Alice closed her eyes and tried to imagine her life without a soul-crushing number of unread messages in her inbox. “No thanks,” she said. Alice couldn’t remember coming into this office as a student, not really—there was no reason she could manufacture for needing to be there, but she also knew that Melinda wouldn’t push if she couldn’t provide one. It was often impossible to get kids of any age to talk about something directly, and so all school administrators were used to a sort of backward dance into conversation. “I just mean, are you here to make sure that the kids—that we—don’t destroy everything?”

“Something like that. But I like coming in on Saturdays. Schools are noisy animals, and sometimes it’s nice to have the run of the place.” Melinda was wearing a necklace that Alice recognized, a fat string with dangling wooden fruit. There was a stack of paper on the long desk, and it felt nice to see Melinda’s familiar handwriting—strong, slanted generously to the right—on Post-it notes stuck to her computer monitor. Melinda pointed to the couch in her office, used by many students as a chattier nurses’ station, a place to crash. Alice scooted over, past the space where she usually sat, and where Emily sat, straight to the couch, where she gingerly lowered herself down.

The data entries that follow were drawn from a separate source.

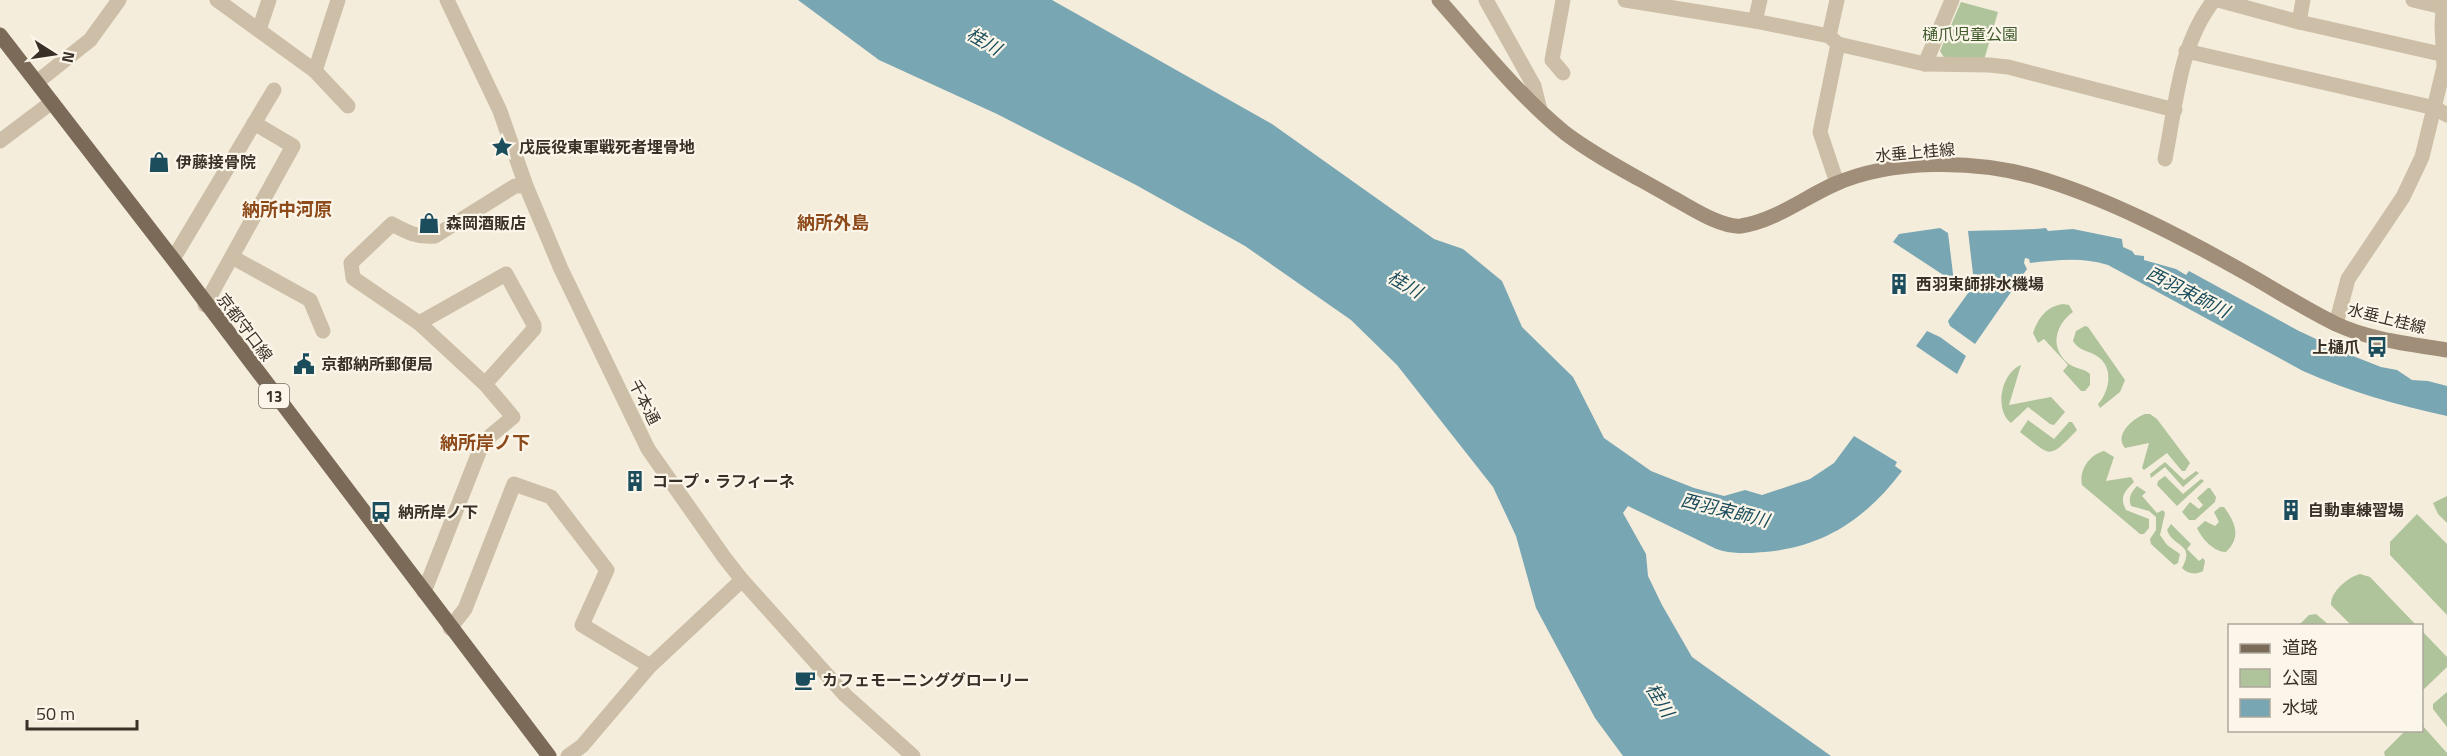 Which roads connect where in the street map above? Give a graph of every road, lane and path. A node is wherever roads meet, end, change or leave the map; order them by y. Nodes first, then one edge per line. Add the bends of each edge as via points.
1 (119, 0) edge
2 (217, 0) edge
3 (269, 0) edge
4 (338, 0) edge
5 (447, 0) edge
6 (1439, 0) edge
7 (1486, 0) edge
8 (1563, 0) edge
9 (1624, 0) edge
10 (1760, 0) edge
11 (1837, 0) edge
12 (1952, 0) edge
13 (2216, 0) edge
14 (2303, 0) edge
15 (2413, 0) edge
16 (2445, 3) edge
17 (1684, 5) edge
18 (1755, 21) junction
19 (2299, 22) junction
20 (259, 30) junction
21 (0, 35) edge
22 (1833, 40) junction
23 (2186, 51) junction
24 (2445, 55) junction
25 (1925, 64) junction
26 (315, 71) junction
27 (1563, 73) dead end
28 (2445, 73) edge
29 (37, 82) junction
30 (274, 90) dead end
31 (52, 102) junction
32 (348, 106) dead end
33 (1540, 110) junction
34 (2175, 110) junction
35 (2441, 111) edge
36 (254, 123) junction
37 (0, 141) edge
38 (2165, 159) dead end
39 (1837, 183) junction
40 (526, 186) junction
41 (232, 257) junction
42 (172, 259) junction
43 (205, 305) junction
44 (420, 323) junction
45 (2336, 324) junction
46 (323, 331) dead end
47 (2447, 350) edge
48 (485, 384) junction
49 (742, 580) junction
50 (424, 592) junction
51 (450, 628) junction
52 (650, 666) junction
53 (549, 756) edge
54 (568, 756) edge
55 (913, 756) edge

1 - 29 street via 90,40
2 - 20 street
3 - 20 street
4 - 26 street
5 - 40 street, 千本通 via 500,111
6 - 33 main road, 水垂上桂線
7 - 33 street via 1534,86
8 - 27 street via 1552,60
9 - 17 street
10 - 18 street
11 - 22 street
12 - 25 street
13 - 19 street
13 - 23 street via 2204,13
14 - 19 street
15 - 16 street
16 - 24 street
17 - 18 street
18 - 22 street
19 - 24 street
20 - 26 street
21 - 29 main road, 京都守口線 / 13
22 - 25 street
22 - 39 street via 1820,132
23 - 34 street
23 - 35 street
24 - 28 street
25 - 34 street via 2008,67
26 - 32 street
28 - 35 street
29 - 31 main road, 京都守口線 / 13
30 - 36 street
31 - 37 street
31 - 42 main road, 京都守口線 / 13
33 - 39 main road, 水垂上桂線 via 1566,133 1614,164 1726,224 1755,222
34 - 38 street
35 - 45 street via 2403,197 2348,279
36 - 41 street via 293,146
36 - 42 street
39 - 45 main road, 水垂上桂線 via 1888,170 1941,165 1993,167 2032,176 2107,203 2222,260
40 - 44 street via 515,186 435,237 416,236 392,224 351,263 353,278
40 - 49 street, 千本通 via 561,269 648,448
41 - 43 street
41 - 46 street via 310,300
42 - 43 main road, 京都守口線 / 13
43 - 50 main road, 京都守口線 / 13
44 - 48 street
44 - 48 street via 506,274 534,329
45 - 47 main road, 水垂上桂線 via 2389,340
48 - 50 street via 513,417 483,442
49 - 52 street
49 - 55 street, 千本通 via 844,695
50 - 51 main road, 京都守口線 / 13
51 - 52 street via 465,609 514,484 551,497 607,570 582,625
51 - 53 main road, 京都守口線 / 13
52 - 54 street via 582,746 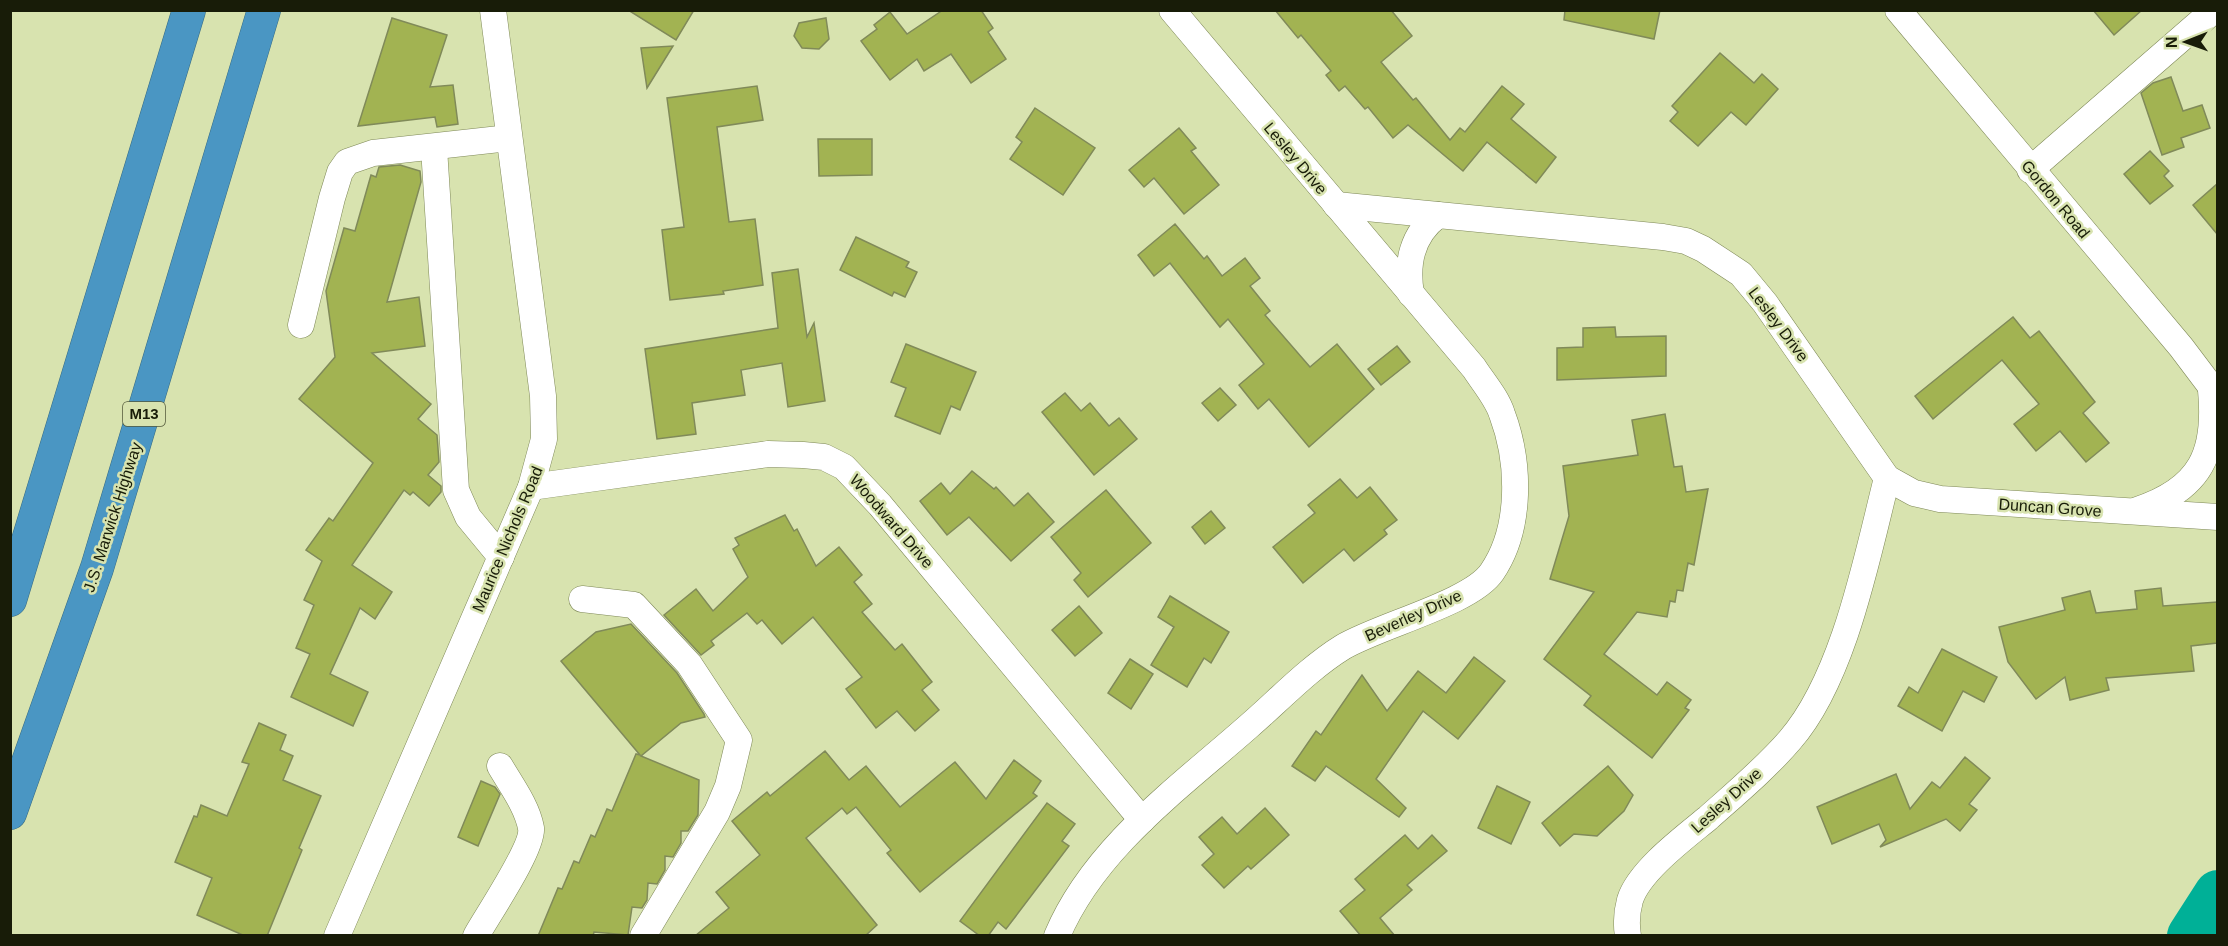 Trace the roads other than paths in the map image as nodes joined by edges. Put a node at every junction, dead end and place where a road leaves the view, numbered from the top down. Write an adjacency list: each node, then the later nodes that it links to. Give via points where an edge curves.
1 (189, 10): 21 (highway)
2 (264, 10): 23 (highway, J.S. Marwick Highway / M13, via 100,557)
3 (493, 10): 7 (street, Maurice Nichols Road)
4 (1172, 10): 10 (street, Lesley Drive)
5 (1898, 10): 9 (street, Gordon Road)
6 (2214, 10): 9 (street)
7 (509, 138): 8 (street); 16 (street, Maurice Nichols Road, via 543,396 544,438)
8 (434, 148): 13 (street, via 357,156 344,167 332,198); 19 (street, via 456,490 468,517)
9 (2030, 170): 14 (street, Gordon Road, via 2181,347)
10 (1336, 205): 11 (street, Lesley Drive); 12 (street, Beverley Drive)
11 (1438, 215): 12 (street, via 1417,238 1410,260); 15 (street, Lesley Drive, via 1663,237 1686,241 1720,258 1741,274 1765,303)
12 (1411, 294): 24 (street, Beverley Drive, via 1474,368 1502,413 1513,462 1515,505 1507,545 1491,574 1457,598 1342,648)
13 (301, 325)
14 (2214, 393): 17 (street, Gordon Road, via 2210,448 2199,470 2180,489)
15 (1887, 478): 17 (street, Duncan Grove, via 1914,493 1940,499); 29 (street, Lesley Drive, via 1841,646 1823,692 1790,740 1656,863 1631,898)
16 (531, 487): 19 (street, Maurice Nichols Road); 24 (street, Woodward Drive, via 768,454 824,457 844,467)
17 (2128, 513): 18 (street, Duncan Grove)
18 (2217, 517)
19 (501, 557): 25 (street, Maurice Nichols Road)
20 (582, 599): 27 (street, via 634,605 689,663 739,740 717,812)
21 (10, 600)
22 (500, 766): 26 (street, via 532,830 525,852)
23 (10, 813)
24 (1142, 820): 28 (street, Beverley Drive, via 1099,867)
25 (337, 936)
26 (476, 936)
27 (643, 936)
28 (1058, 936)
29 (1628, 936)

Melinda crossed her legs at the ankle and let her knees splay out to the sides, creating a tent of mouse-colored corduroy. Alice rubbed her hands together and thought about how to put into words the fear that she was having a breakdown, the fear that she had time-traveled, and the fear that she might have to live her whole life again, starting now.

“I guess, downstairs . . .” she started. “I guess I just don’t really know what my plan is, you know? Like, my life path?” The light in the room was so familiar, the stripes of sunshine that would slice through the air and land on the computer screens, making them impossible to read. What Alice wanted to ask was: Is it crazy if I try to do my whole life differently, and my dad’s, too? Is it possible to make things better, starting now?

Melinda nodded. “You’re an artist, aren’t you?”

Alice didn’t want to roll her eyes, but she couldn’t help it. “I mean, I don’t know. Yeah?”

“What kind of art are you interested in?” Melinda knit her fingers together. She looked just the way she did when she was talking to five-year-olds—open, patient, and kind. Alice had seen this happen before, Melinda talking down an angsty teen. Eventually she would send the child back to class, but first, she listened.